For what it's worth, I differ from most other Kelley sympathizers in one important respect -- I do *not* call myself an Objectivist. In that respect, my position on a.p.o is fairly similar to Robert Kolker's. I agree with many Objectivist ideas, but I also have some disagreements. My disagreements, questions, and reservations about Objectivism are primarily in issues in epistemology and metaphysics. These differences are sufficiently great that I consider it inappropriate to call myself an Objectivist. (I don't know where all of Robert's differences lie, so I won't presume to speak for him.) Until I resolve these differences to my satisfaction, I'll hold off on claiming the title.

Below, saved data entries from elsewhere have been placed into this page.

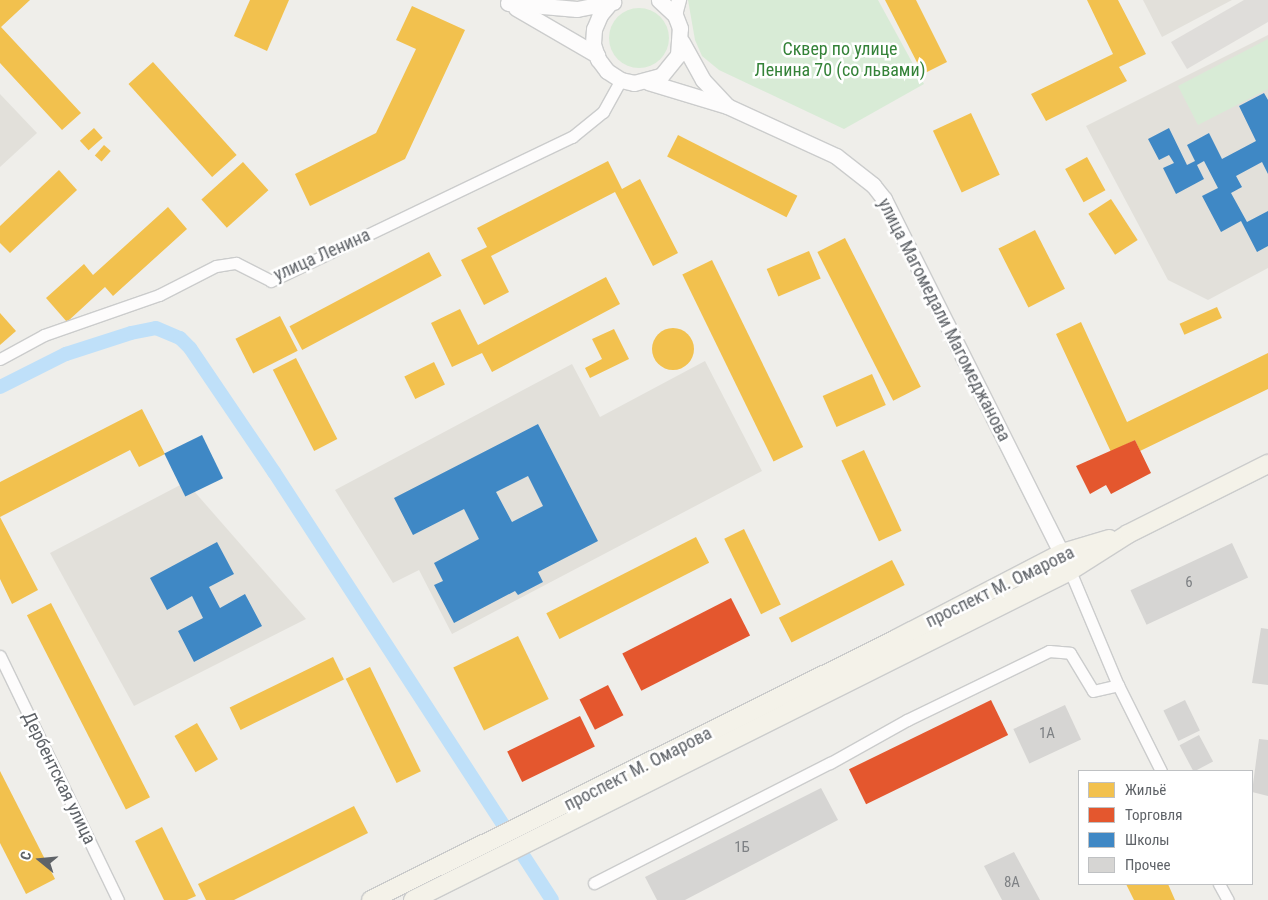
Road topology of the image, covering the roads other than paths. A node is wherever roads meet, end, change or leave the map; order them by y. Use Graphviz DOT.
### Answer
graph roads {
  1 [pos="659,0"];
  2 [pos="679,0"];
  3 [pos="505,2"];
  4 [pos="613,2"];
  5 [pos="675,15"];
  6 [pos="682,42"];
  7 [pos="597,55"];
  8 [pos="621,80"];
  9 [pos="648,82"];
  10 [pos="726,106"];
  11 [pos="0,359"];
  12 [pos="1268,464"];
  13 [pos="1128,534"];
  14 [pos="1062,553"];
  15 [pos="1070,571"];
  16 [pos="0,656"];
  17 [pos="1118,685"];
  18 [pos="1160,770"];
  19 [pos="537,829"];
  20 [pos="503,845"];
  21 [pos="594,882"];
  22 [pos="1220,885"];
  23 [pos="118,900"];
  24 [pos="371,900"];
  25 [pos="413,900"];
  26 [pos="1228,900"];
  1 -- 5 [label="main road"];
  2 -- 5 [label="street"];
  3 -- 4 [label="main road"];
  3 -- 7 [label="main road"];
  4 -- 7 [label="main road"];
  5 -- 6 [label="main road, улица Магомедали Магомеджанова"];
  6 -- 9 [label="main road"];
  6 -- 10 [label="main road, улица Магомедали Магомеджанова"];
  7 -- 8 [label="main road"];
  8 -- 9 [label="main road, улица Магомедали Магомеджанова"];
  8 -- 11 [label="street, улица Ленина"];
  9 -- 10 [label="main road, улица Магомедали Магомеджанова"];
  10 -- 14 [label="main road, улица Магомедали Магомеджанова"];
  12 -- 13 [label="main road"];
  13 -- 14 [label="main road, проспект М. Омарова"];
  13 -- 15 [label="main road, проспект М. Омарова"];
  14 -- 15 [label="main road, улица Магомедали Магомеджанова"];
  14 -- 19 [label="main road, проспект М. Омарова"];
  15 -- 17 [label="street"];
  15 -- 19 [label="main road, проспект М. Омарова"];
  16 -- 23 [label="street, Дербентская улица"];
  17 -- 18 [label="street"];
  17 -- 21 [label="street"];
  19 -- 20 [label="main road, проспект М. Омарова"];
  20 -- 24 [label="main road, проспект М. Омарова"];
  20 -- 25 [label="main road, проспект М. Омарова"];
  22 -- 26 [label="street"];
}
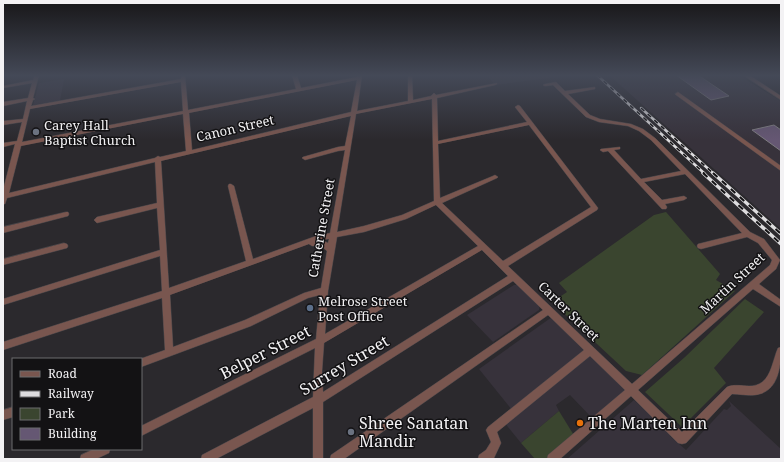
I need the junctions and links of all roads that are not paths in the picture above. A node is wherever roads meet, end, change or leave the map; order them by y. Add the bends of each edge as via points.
1 (88, 97) edge
2 (185, 97) edge
3 (266, 97) edge
4 (357, 97) edge
5 (410, 97) edge
6 (427, 97) edge
7 (434, 97) edge
8 (568, 97) edge
9 (682, 97) edge
10 (32, 99) joint
11 (410, 100) junction
12 (3, 104) edge
13 (518, 107) dead end
14 (29, 108) junction
15 (186, 112) junction
16 (355, 112) junction
17 (25, 120) junction
18 (3, 123) edge
19 (530, 123) junction
20 (435, 143) junction
21 (18, 144) junction
22 (3, 145) edge
23 (348, 148) junction
24 (618, 148) dead end
25 (189, 151) junction
26 (158, 158) junction
27 (305, 158) dead end
28 (781, 168) edge
29 (686, 172) junction
30 (495, 177) dead end
31 (640, 181) junction
32 (231, 186) dead end
33 (684, 198) dead end
34 (4, 200) edge
35 (437, 202) junction
36 (160, 205) junction
37 (66, 214) dead end
38 (97, 220) dead end
39 (3, 230) edge
40 (748, 234) junction
41 (332, 236) junction
42 (308, 243) junction
43 (64, 246) dead end
44 (483, 246) junction
45 (701, 246) dead end
46 (330, 250) junction
47 (163, 252) junction
48 (3, 262) edge
49 (250, 263) junction
50 (503, 265) junction
51 (514, 276) junction
52 (753, 284) junction
53 (324, 291) junction
54 (166, 293) junction
55 (3, 302) edge
56 (781, 304) edge
57 (549, 310) junction
58 (320, 341) junction
59 (3, 346) edge
60 (590, 351) junction
61 (781, 351) edge
62 (169, 352) junction
63 (142, 363) edge
64 (632, 390) junction
65 (318, 400) junction
66 (142, 431) edge
67 (103, 450) edge
68 (85, 459) edge
69 (206, 459) edge
70 (318, 459) edge
71 (335, 459) edge
72 (483, 459) edge
73 (552, 459) edge

1 - 14 street
2 - 15 street
3 - 15 street
4 - 16 street, Catherine Street
5 - 11 street
6 - 11 street, Canon Street
7 - 20 street
8 - 29 street, Martin Street via 588,120 624,123 641,130
9 - 28 street
10 - 12 street
10 - 14 street
11 - 16 street, Canon Street
13 - 19 street
14 - 17 street
15 - 21 street
15 - 25 street
16 - 23 street, Catherine Street
16 - 25 street, Canon Street
17 - 18 street
17 - 21 street
19 - 20 street
19 - 50 street via 595,208
20 - 35 street
21 - 22 street
21 - 34 street
23 - 27 street
23 - 41 street, Catherine Street
24 - 31 street via 606,150
25 - 26 street, Canon Street
26 - 34 street, Canon Street
26 - 36 street
29 - 31 street
29 - 40 street, Martin Street
30 - 35 street
31 - 33 street via 662,205
32 - 49 street
35 - 41 street via 381,225
35 - 44 street, Carter Street
36 - 38 street
36 - 47 street
37 - 39 street
40 - 45 street
40 - 52 street, Martin Street via 761,241 776,260
41 - 42 street
41 - 46 street, Catherine Street
42 - 46 street via 322,242
42 - 49 street
43 - 48 street
44 - 50 street, Carter Street
44 - 58 street, Belper Street
46 - 53 street, Catherine Street
47 - 54 street
47 - 55 street
49 - 54 street
50 - 51 street, Carter Street
51 - 57 street, Carter Street
51 - 65 street, Surrey Street
52 - 56 street
52 - 64 street, Martin Street
53 - 58 street, Catherine Street
53 - 62 street via 307,295 248,323
54 - 59 street
54 - 62 street
57 - 60 street, Carter Street
57 - 71 street
58 - 65 street, Catherine Street
58 - 66 street, Belper Street
60 - 64 street, Carter Street
60 - 72 street via 491,430 496,443 490,454
61 - 64 street, Carter Street via 765,388 730,390 682,439
62 - 63 street
64 - 73 street, Martin Street
65 - 69 street, Surrey Street
65 - 70 street, Catherine Street
67 - 68 street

A Personal NoteI am currently on the faculty at the Washington University School of Medicine in St. Louis, Missouri. (Hence, the picture of the St. Louis Arch in my .sig.) By coincidence, one of the prominent Kelley supporters, Diana Brickell, is also a student at that same university. Hence, she was the first a.p.o. "regular" who I got to meet in person, approximately 3 months ago, and we socialize on a regular basis. Through her, I've also had the pleasure of meeting her boyfriend, Jimbo Wales, as well as some other Kelley supporters. I consider them all friends and I have greatly enjoyed the real-time conversations we've had. They are all intelligent, rational, pleasant, and benevolent people, and I value the time that I have spent with them. (When I first met Jimbo, I looked pretty closely for the horns, the forked tongue, and the cloven hooves, and I was greatly disappointed -- he looked nothing at all like the paragon of evil I was hoping for!)
I don't agree with them on all aspects of Objectivism, and as they can attest to, whenever I've had disagreements with them, I've had no hesitation whatsoever about aggressively asking them to explain and defend their views!
(Just as I do with others on a.p.o.) But I value their company greatly and I am proud to call them my friends.